Indolent mantle cell leukemia: a clinicopathological variant characterized by isolated lymphocytosis, interstitial bone marrow involvement, kappa light chain restriction, and good prognosis

Abstract

Background: Cases of mantle cell lymphoma with indolent behavior have been reported, but are poorly identified by current clinical risk models. Early studies found peripheral blood involvement to be an adverse prognostic factor; however, cases of a seemingly indolent variant of mantle cell lymphoma, characterized by peripheral blood involvement and minimal nodal disease, have been incompletely described, particularly with regard to bone marrow findings. We report a series of leukemic phase mantle cell lymphomas with a non-progressive or slowly progressive course.

Design and methods: Cases presenting with mantle cell lymphoma limited to the peripheral blood/bone marrow from 2000-2010 were identified. Diagnoses were established by morphology, flow cytometric analysis and requisite evidence of IGH-CCND1@ by fluorescence in-situ hybridization or t(11;14)(q13;q32) by cytogenetics. Patients with lymphadenopathy, splenomegaly and gastrointestinal symptomatology were excluded.

Results: Patients (n=8, median age 60.5 years) were asymptomatic with mild lymphocytosis (8.7×10(9)/L; range, 4.5-14.2×10(9)/L) and cytology typical of mantle cell lymphoma. Flow cytometric analysis showed that all expressed CD5, CD19, CD20, variable CD23, and a striking kappa immunoglobulin light chain restriction (7/8 cases). Bone marrow biopsy at diagnosis showed interstitial single or small lymphoid aggregates with similar patterns of CD20 and cyclin D1 immunostaining which were not readily discernable by hematoxylin and eosin stain. SOX11 was negative (4/5) or only weakly expressed (1/5). The median follow-up was 27 months (range, 5-109 months) and all patients, but one, are alive with no clinical evidence of disease. The prevalence of indolent mantle cell lymphoma presenting only with lymphocytosis, among all mantle cell lymphomas diagnosed during the same period, was 3%.

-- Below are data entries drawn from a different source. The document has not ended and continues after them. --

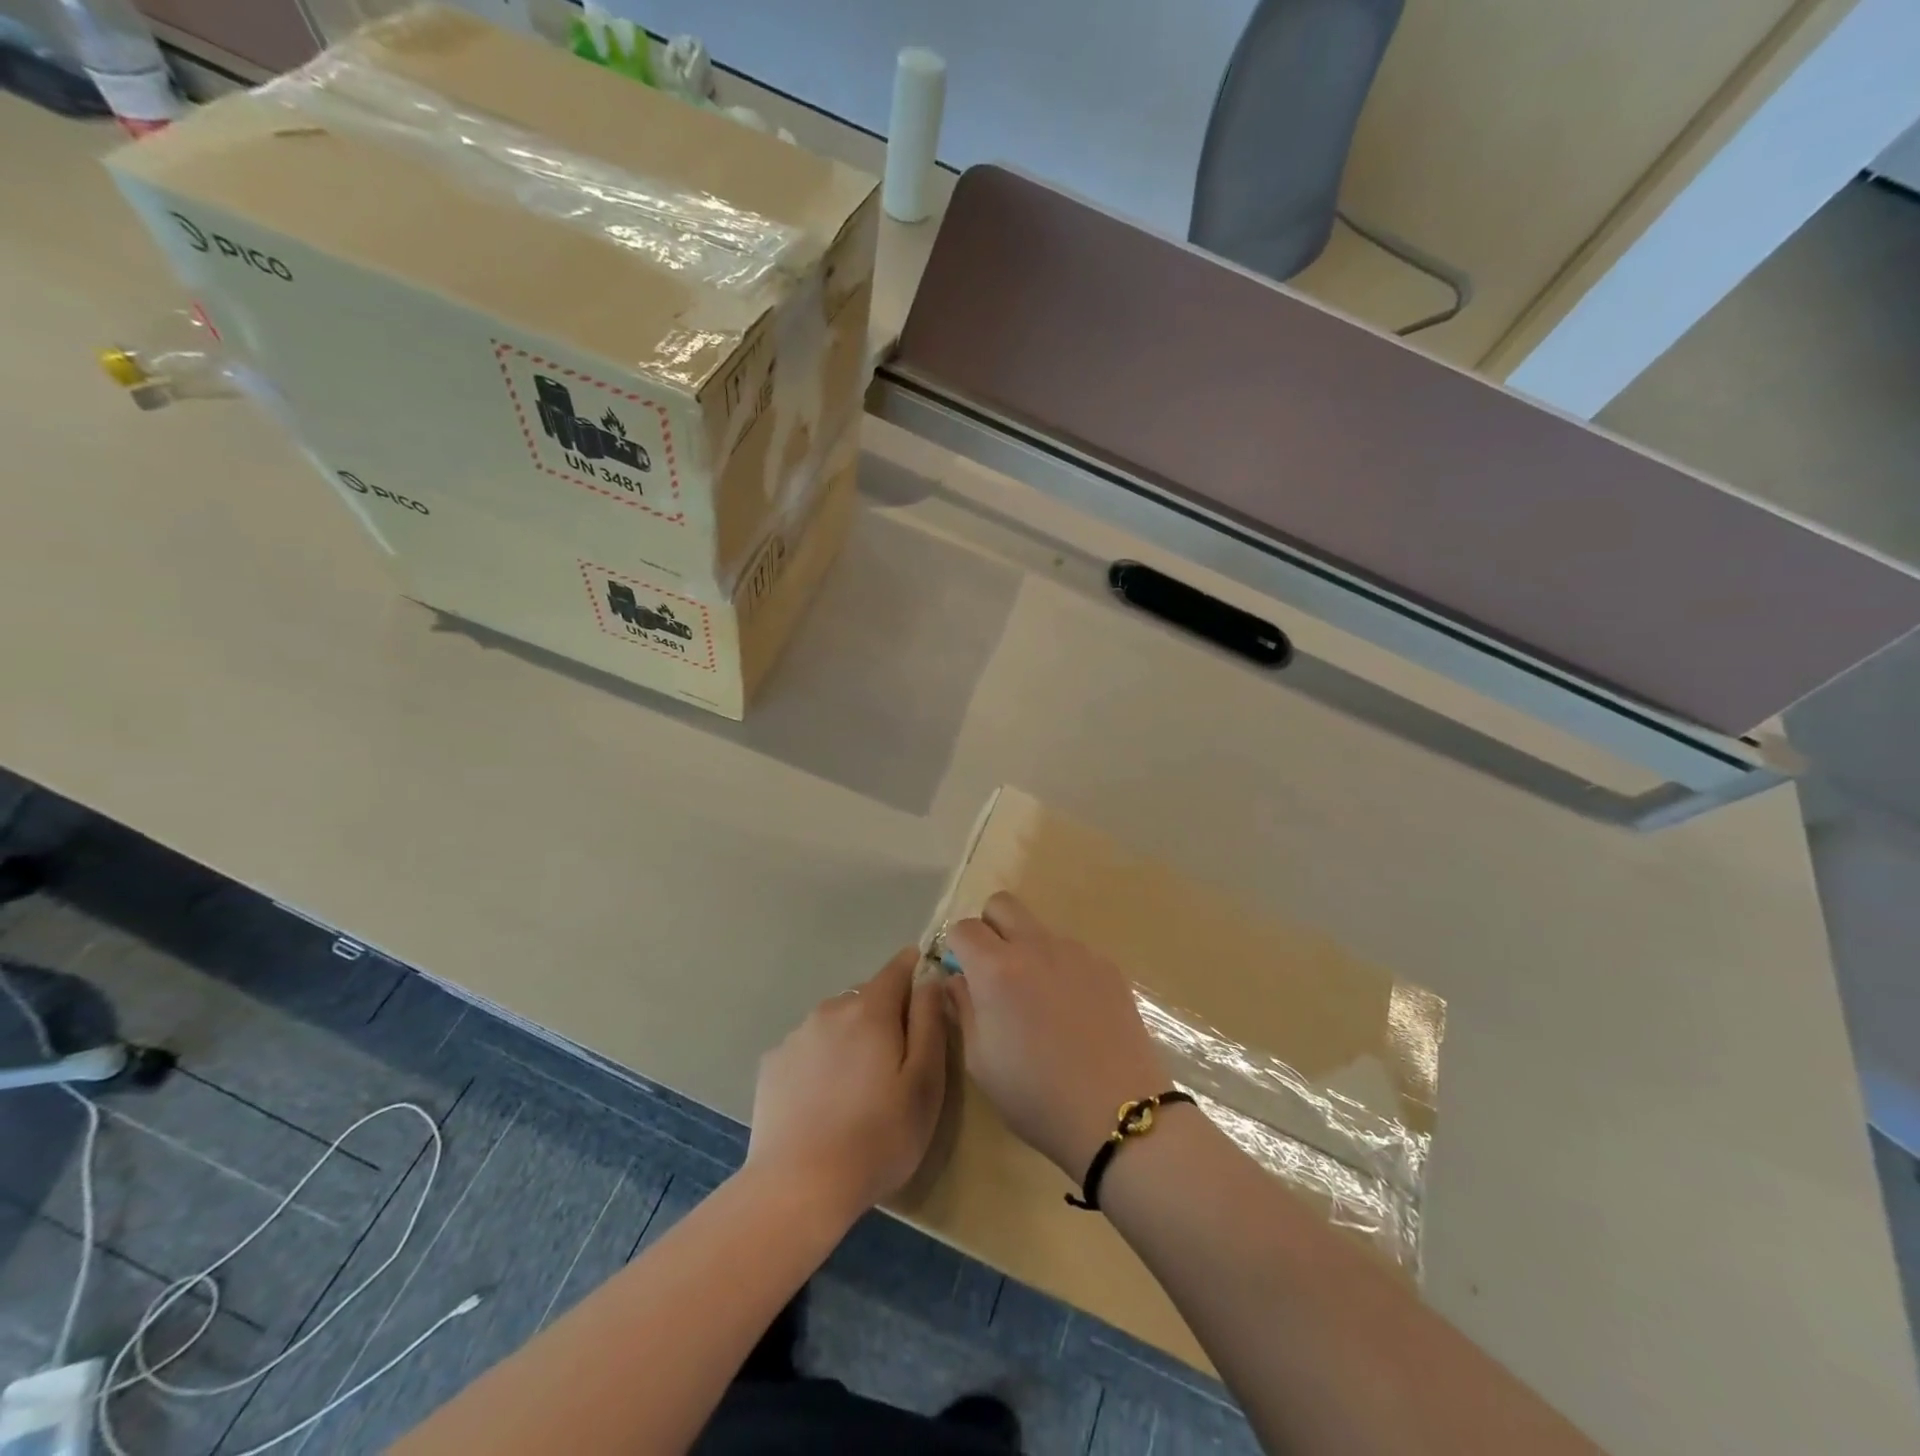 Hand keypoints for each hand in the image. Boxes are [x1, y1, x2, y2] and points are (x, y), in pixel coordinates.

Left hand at [747, 948, 948, 1221]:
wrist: (798, 1187)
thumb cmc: (878, 1136)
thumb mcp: (925, 1082)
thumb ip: (930, 1021)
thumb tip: (930, 978)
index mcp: (870, 1009)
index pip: (899, 967)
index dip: (917, 972)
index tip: (927, 997)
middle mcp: (830, 1009)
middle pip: (867, 997)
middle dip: (886, 1016)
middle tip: (897, 1064)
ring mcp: (796, 1035)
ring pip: (836, 1022)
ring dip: (851, 1038)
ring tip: (858, 1088)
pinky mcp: (772, 1063)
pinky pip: (808, 1048)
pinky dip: (821, 1061)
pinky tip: (823, 1101)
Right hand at [945, 893, 1167, 1177]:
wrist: (1118, 1112)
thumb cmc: (1036, 1096)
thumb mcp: (980, 1061)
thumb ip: (964, 1008)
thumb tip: (957, 979)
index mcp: (997, 969)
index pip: (963, 927)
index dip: (956, 948)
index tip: (963, 975)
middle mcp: (1036, 946)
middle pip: (1002, 904)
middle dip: (990, 927)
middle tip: (994, 970)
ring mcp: (1076, 952)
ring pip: (1039, 929)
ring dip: (1029, 949)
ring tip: (1040, 1001)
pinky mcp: (1107, 965)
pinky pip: (1072, 951)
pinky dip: (1061, 968)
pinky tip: (1073, 1011) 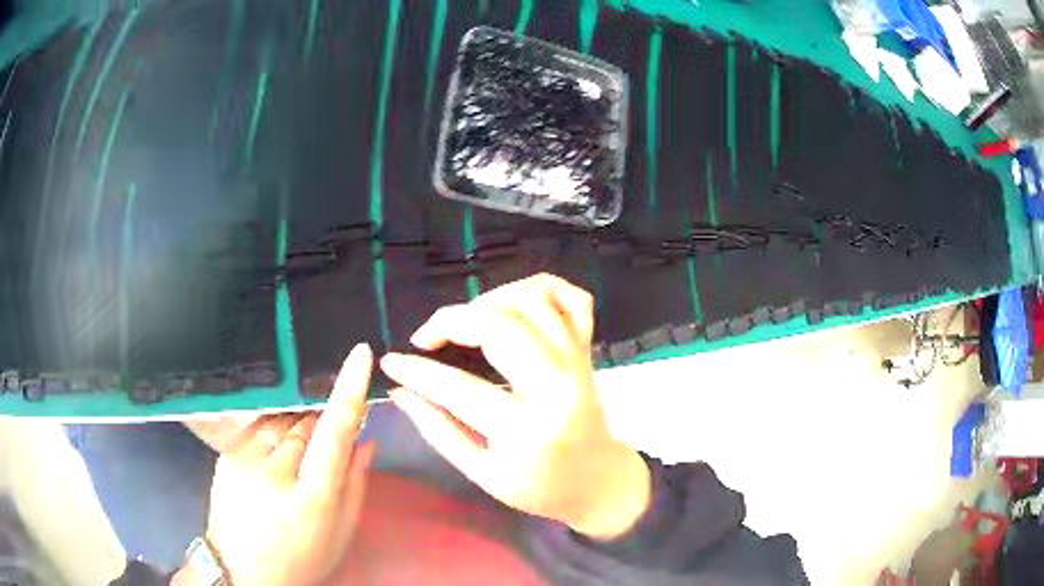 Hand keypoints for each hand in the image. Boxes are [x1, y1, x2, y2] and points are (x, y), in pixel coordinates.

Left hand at [178, 344, 376, 585]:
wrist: (241, 570)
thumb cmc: (300, 559)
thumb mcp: (339, 535)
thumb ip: (355, 487)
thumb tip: (366, 442)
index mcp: (312, 498)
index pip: (334, 433)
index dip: (348, 391)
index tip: (361, 354)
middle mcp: (276, 472)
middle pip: (308, 423)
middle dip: (321, 427)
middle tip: (321, 455)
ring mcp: (246, 460)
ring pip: (283, 421)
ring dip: (297, 429)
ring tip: (294, 464)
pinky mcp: (228, 455)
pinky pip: (259, 427)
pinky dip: (274, 433)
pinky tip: (274, 458)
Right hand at [381, 274, 649, 539]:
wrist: (600, 483)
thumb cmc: (540, 488)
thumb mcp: (483, 474)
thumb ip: (439, 431)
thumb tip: (398, 393)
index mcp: (527, 430)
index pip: (459, 388)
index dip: (416, 371)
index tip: (390, 361)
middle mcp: (557, 386)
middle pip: (500, 326)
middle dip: (452, 321)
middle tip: (428, 338)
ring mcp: (577, 362)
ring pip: (533, 300)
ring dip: (489, 299)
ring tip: (467, 322)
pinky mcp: (587, 350)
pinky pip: (572, 298)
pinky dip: (542, 288)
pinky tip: (515, 303)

Conclusions: Leukemic mantle cell lymphoma limited to blood and bone marrow is an indolent variant characterized by mild-moderate lymphocytosis, interstitial low-level bone marrow involvement, simple karyotype, kappa light chain expression, cyclin D1 expression with lack of SOX11, and slow or absent clinical progression. Some cases may represent a mantle cell lymphoma counterpart to chronic lymphocytic leukemia - phenotype monoclonal B-cell lymphocytosis. Recognition of this variant could inform treatment decisions and possibly avoid unnecessary treatment.

Figure 1.

Spectrum of peripheral blood morphologies. (A-B) Classic type with high nuclear:cytoplasmic ratios, slight nuclear clefts or irregularities and hyperchromatic condensed chromatin. (C) Small cell or chronic lymphocytic leukemia-like morphology. (D) One case had prolymphocytic morphology. Wright’s stain, Olympus BX50F4, oil immersion, magnification x 1000 A-C, magnification x 500, D; colors corrected after acquisition with Adobe photoshop.

Figure 2.

The predominant bone marrow pattern of involvement for indolent mantle cell leukemia patients. No infiltrates are readily discernable on hematoxylineosin stain (A, D) (Olympus BX50F4, magnification x 200, colors corrected after acquisition with Adobe photoshop), but immunostaining showed interstitial involvement by scattered single lymphocytes with a similar patterns of CD20 (B, E) and cyclinD1 (C, F) immunostaining, estimated at 1% of bone marrow cellularity (magnification x 200–1000, Discovery, Ventana Medical Systems). Patient n. 4 (G) had small interstitial lymphoid aggregates with numerous cyclinD1–positive lymphocytes (Olympus BX50F4, magnification x 200, Discovery, Ventana Medical Systems). Double immunolabeling for CD20/SOX11 (H) shows positive co-expression of SOX11 (red nuclear stain) at a low level in approximately 10% of B cells indicated by CD20⁺ brown cytoplasmic staining (Olympus BX50F4, magnification x 400).